Last modified: Monday, March 25, 2002
Thomas Hart Benton murals timeline
1932 -- Thomas Hart Benton is commissioned to paint the murals to decorate the Indiana Hall at the "Century of Progress" exposition at the Chicago World's Fair. Benton signed a contract to paint a continuous mural, 12 feet high and about 250 feet long, depicting the "Social and Industrial History of Indiana."
1933 -- Gov. Paul McNutt dedicates the mural display on July 2. Critics were sharply divided on the murals. Some believed that the murals made Indiana's state exhibit the most artistic at the fair; others disliked Benton's style and subject matter. Benton himself described the murals as "A Dream Fulfilled."
1935 -- After being temporarily warehoused at the conclusion of the World's Fair, the murals are transferred to the state fairground in Indianapolis and largely forgotten.
1938 -- The new president of IU, Herman B Wells, begins work on the first major building project of his tenure, a music hall that came to be known as the IU Auditorium. He remembers the murals from his visit to the World's Fair. Wells contacts Gov. Clifford Townsend and IU obtains the murals for the price of shipping.
1940 -- Benton assists in the installation and retouching of the murals. Sixteen central panels are installed in the grand lobby of the Auditorium. Two panels with "business" themes are placed in Woodburn Hall, the new center of the Business School. Panels with "recreation" themes are placed in the University Theater behind the main auditorium.
1941 -- On March 22, the IU Auditorium holds its grand opening. On Dec. 9, the university holds "Indiana Mural Day." Benton attends and holds workshops.
1975 -- Thomas Hart Benton dies. He remained an active artist until his death.

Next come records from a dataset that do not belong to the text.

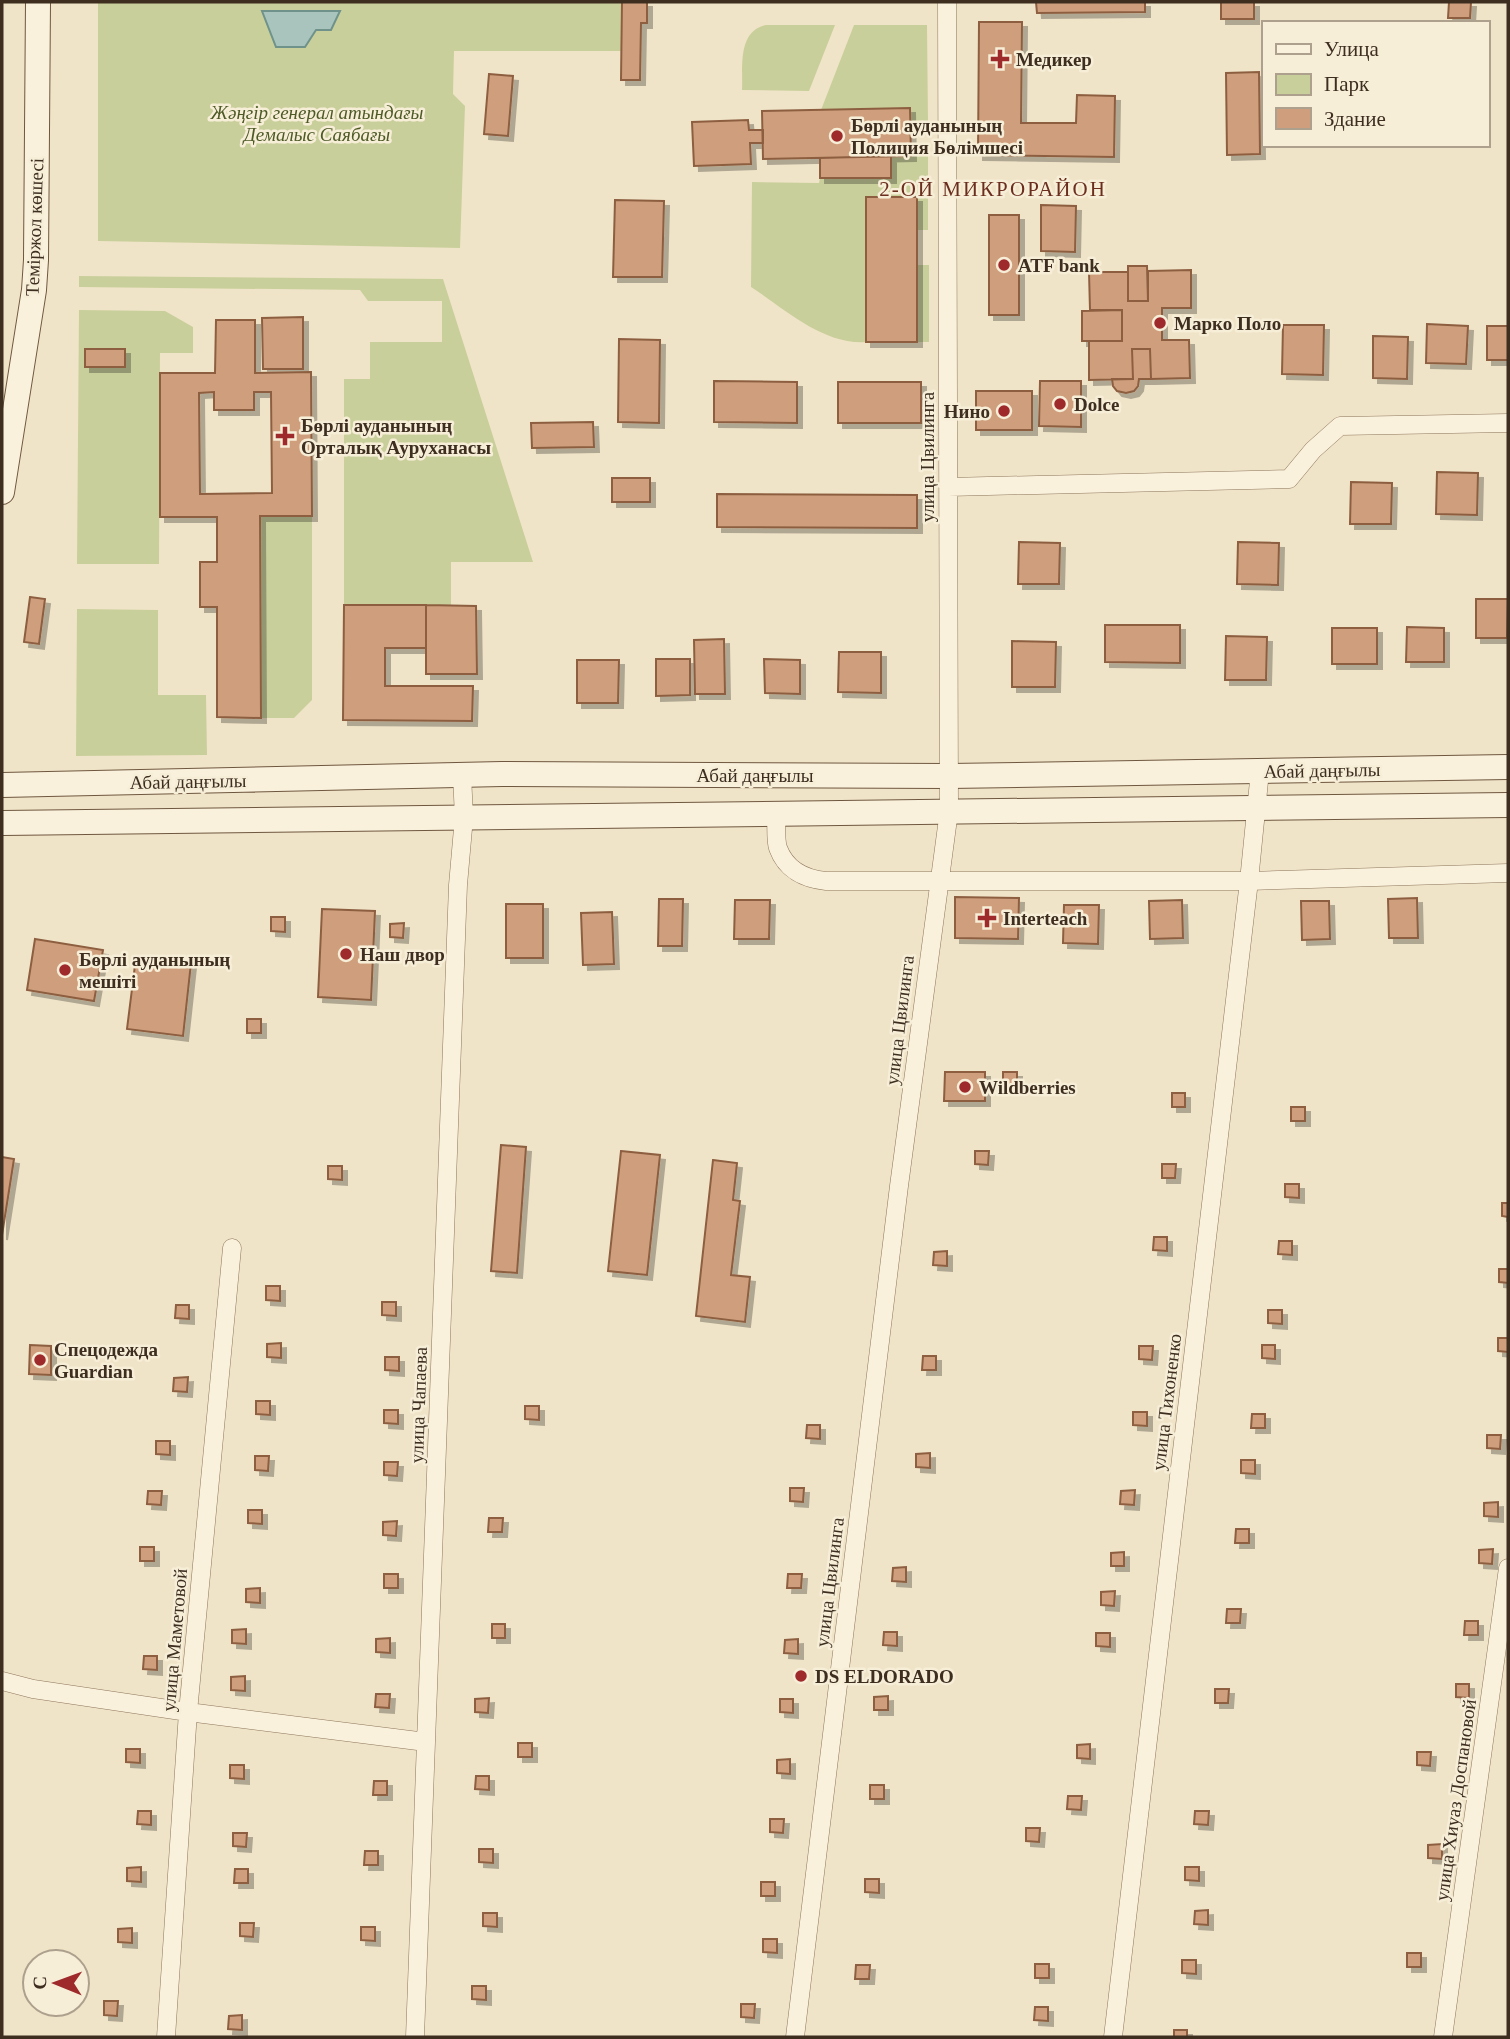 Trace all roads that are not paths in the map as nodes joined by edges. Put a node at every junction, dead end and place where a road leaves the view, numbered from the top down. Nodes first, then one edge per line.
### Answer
1 (38, 2) edge
2 (947, 2) edge
3 (1508, 423) edge
4 (948, 487) junction
5 (2, 492) edge
6 (1508, 766) edge
7 (1260, 771) junction
8 (462, 775) junction
9 (949, 776) junction
10 (2, 785) edge
11 (1508, 805) edge
12 (1256, 808) junction
13 (949, 811) junction
14 (776, 814) junction
15 (464, 817) junction
16 (2, 823) edge
17 (1508, 873) edge
18 (1249, 881) junction
19 (938, 882) junction
20 (233, 1248) dead end
21 (1508, 1567) edge
22 (2, 1681) edge
23 (188, 1712) junction
24 (426, 1742) junction
25 (166, 2037) edge
26 (415, 2037) edge
27 (795, 2037) edge
28 (1113, 2037) edge
29 (1443, 2037) edge

1 - 5 street, Теміржол көшесі
2 - 4 street, улица Цвилинга
3 - 4 street
4 - 9 street, улица Цвилинга
6 - 7 street, Абай даңғылы
7 - 9 street, Абай даңғылы
7 - 12 street, улица Тихоненко
8 - 9 street, Абай даңғылы
8 - 10 street, Абай даңғылы
8 - 15 street, улица Чапаева
9 - 13 street, улица Цвилинга
11 - 12 street, Абай даңғылы
12 - 13 street, Абай даңғылы
12 - 18 street, улица Тихоненко
13 - 14 street, Абай даңғылы
13 - 19 street, улица Цвилинга
14 - 15 street, Абай даңғылы
14 - 19 street
15 - 16 street, Абай даңғылы
15 - 24 street, улица Чапаева
17 - 18 street
18 - 19 street
18 - 28 street, улица Тихоненко
19 - 27 street, улица Цвилинга
20 - 23 street, улица Маметовой
21 - 29 street, улица Хиуаз Доспановой
22 - 23 street
23 - 24 street
23 - 25 street, улица Маметовой
24 - 26 street, улица Чапаева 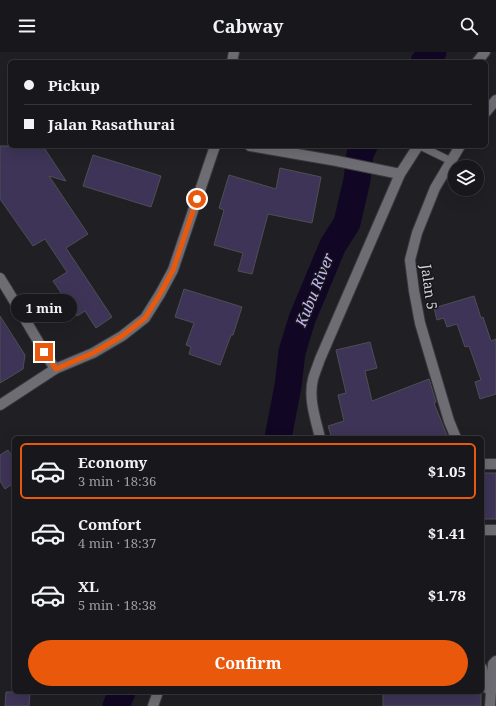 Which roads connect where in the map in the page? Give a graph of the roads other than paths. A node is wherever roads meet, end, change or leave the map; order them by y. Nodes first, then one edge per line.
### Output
1 (496, 100) edge
2 (488, 110) edge
3 (214, 148) edge
4 (262, 148) edge
5 (418, 148) edge
6 (423, 148) edge
7 (459, 148) edge
8 (449, 160) edge
9 (452, 160) edge
10 (448, 166) edge
11 (400, 174) junction
12 (0, 278) edge
13 (56, 369) junction
14 (0, 405) edge
15 (319, 436) edge
16 (455, 436) edge
17 (484, 464) edge
18 (496, 464) edge
19 (484, 530) edge
20 (496, 530) edge
21 (496, 661) edge
22 (484, 676) edge
23 (157, 694) edge
24 (490, 702) edge
25 (153, 706) edge

1 - 2 street
3 - 13 street
4 - 11 street
5 - 11 street
6 - 8 lane
7 - 9 street, Jalan 5
10 - 16 street, Jalan 5
11 - 15 street
12 - 13 street
13 - 14 street
17 - 18 street
19 - 20 street
21 - 24 street
22 - 24 street
23 - 25 street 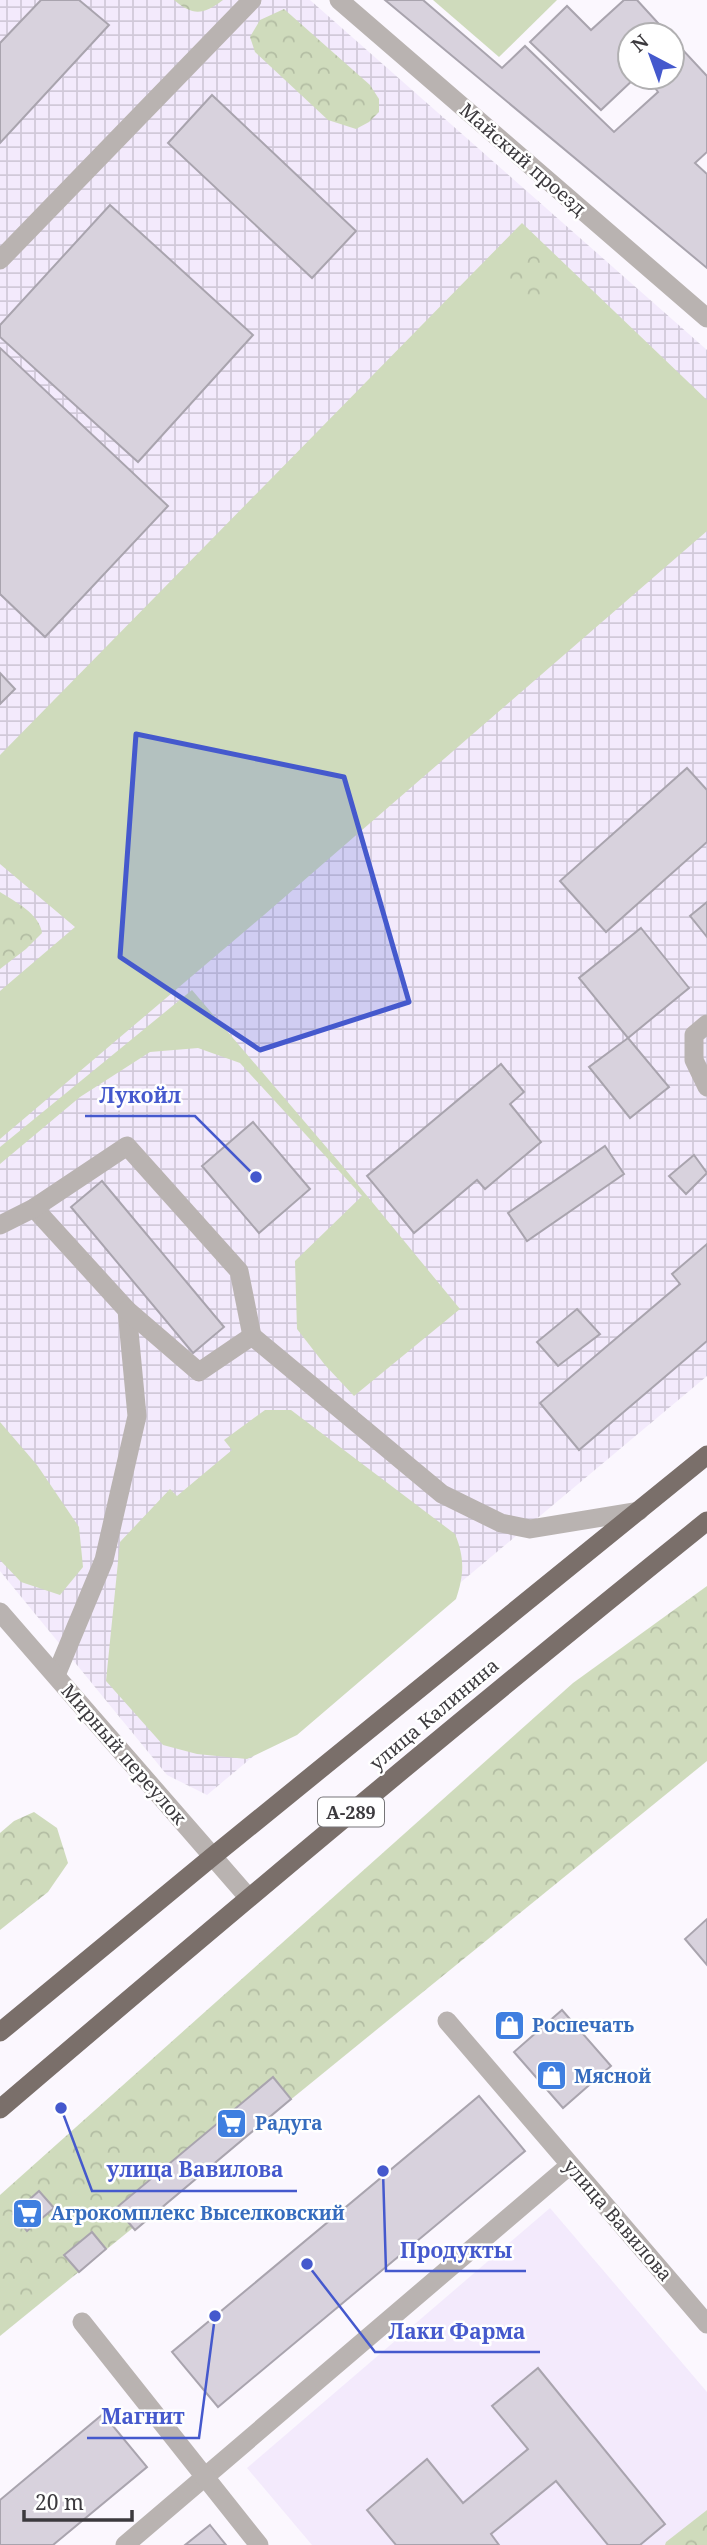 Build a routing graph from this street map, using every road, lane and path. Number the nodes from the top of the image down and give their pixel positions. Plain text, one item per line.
1 (252, 0) edge
2 (339, 0) edge
3 (0, 260) edge
4 (707, 318) edge
5 (707, 1024) edge
6 (707, 1087) edge
7 (34, 1208) junction
8 (0, 1225) edge
9 (127, 1310) junction
10 (252, 1336) junction
11 (707, 1455) edge
12 (639, 1511) junction
13 (707, 1521) edge
14 (0, 1612) edge
15 (56, 1675) junction
16 (212, 1857) junction
17 (248, 1897) junction
18 (447, 2021) dead end
19 (0, 2032) edge
20 (0, 2109) edge
21 (570, 2165) junction
22 (82, 2322) dead end
23 (707, 2324) edge
24 (205, 2478) junction
25 (125, 2545) edge
26 (259, 2545) edge

1 - 3 street
2 - 4 street, Майский проезд
5 - 6 street
7 - 8 street
7 - 9 street
7 - 10 street
9 - 10 street
9 - 15 street
10 - 12 street
11 - 12 highway, улица Калинина / А-289
12 - 16 highway, улица Калинина / А-289
13 - 17 highway, улица Калинина / А-289
14 - 15 street, Мирный переулок
15 - 16 street, Мирный переулок
16 - 17 street, Мирный переулок
16 - 19 highway, улица Калинина / А-289
17 - 20 highway, улица Калинина / А-289
18 - 21 street, улица Вавилова
21 - 23 street, улица Вавилова
21 - 24 street
22 - 24 street
24 - 25 street
24 - 26 street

1986-87 -- Concerned about the deterioration of the Woodburn and University Theater murals, including the frequently vandalized KKK image in the Woodburn mural, the university receives a National Endowment for the Arts grant and cleans and conserves the panels.
1997-98 -- In conjunction with the renovation of the IU Auditorium, the NEA awards IU a conservation grant for restoring the Benton murals there, declaring the Benton mural restoration to be the most important such project in the nation. IU raises matching funds for the project. The Getty Trust also is a primary sponsor of the effort.
2000 -- On Jan. 27, the IU Auditorium, with the restored murals, is rededicated.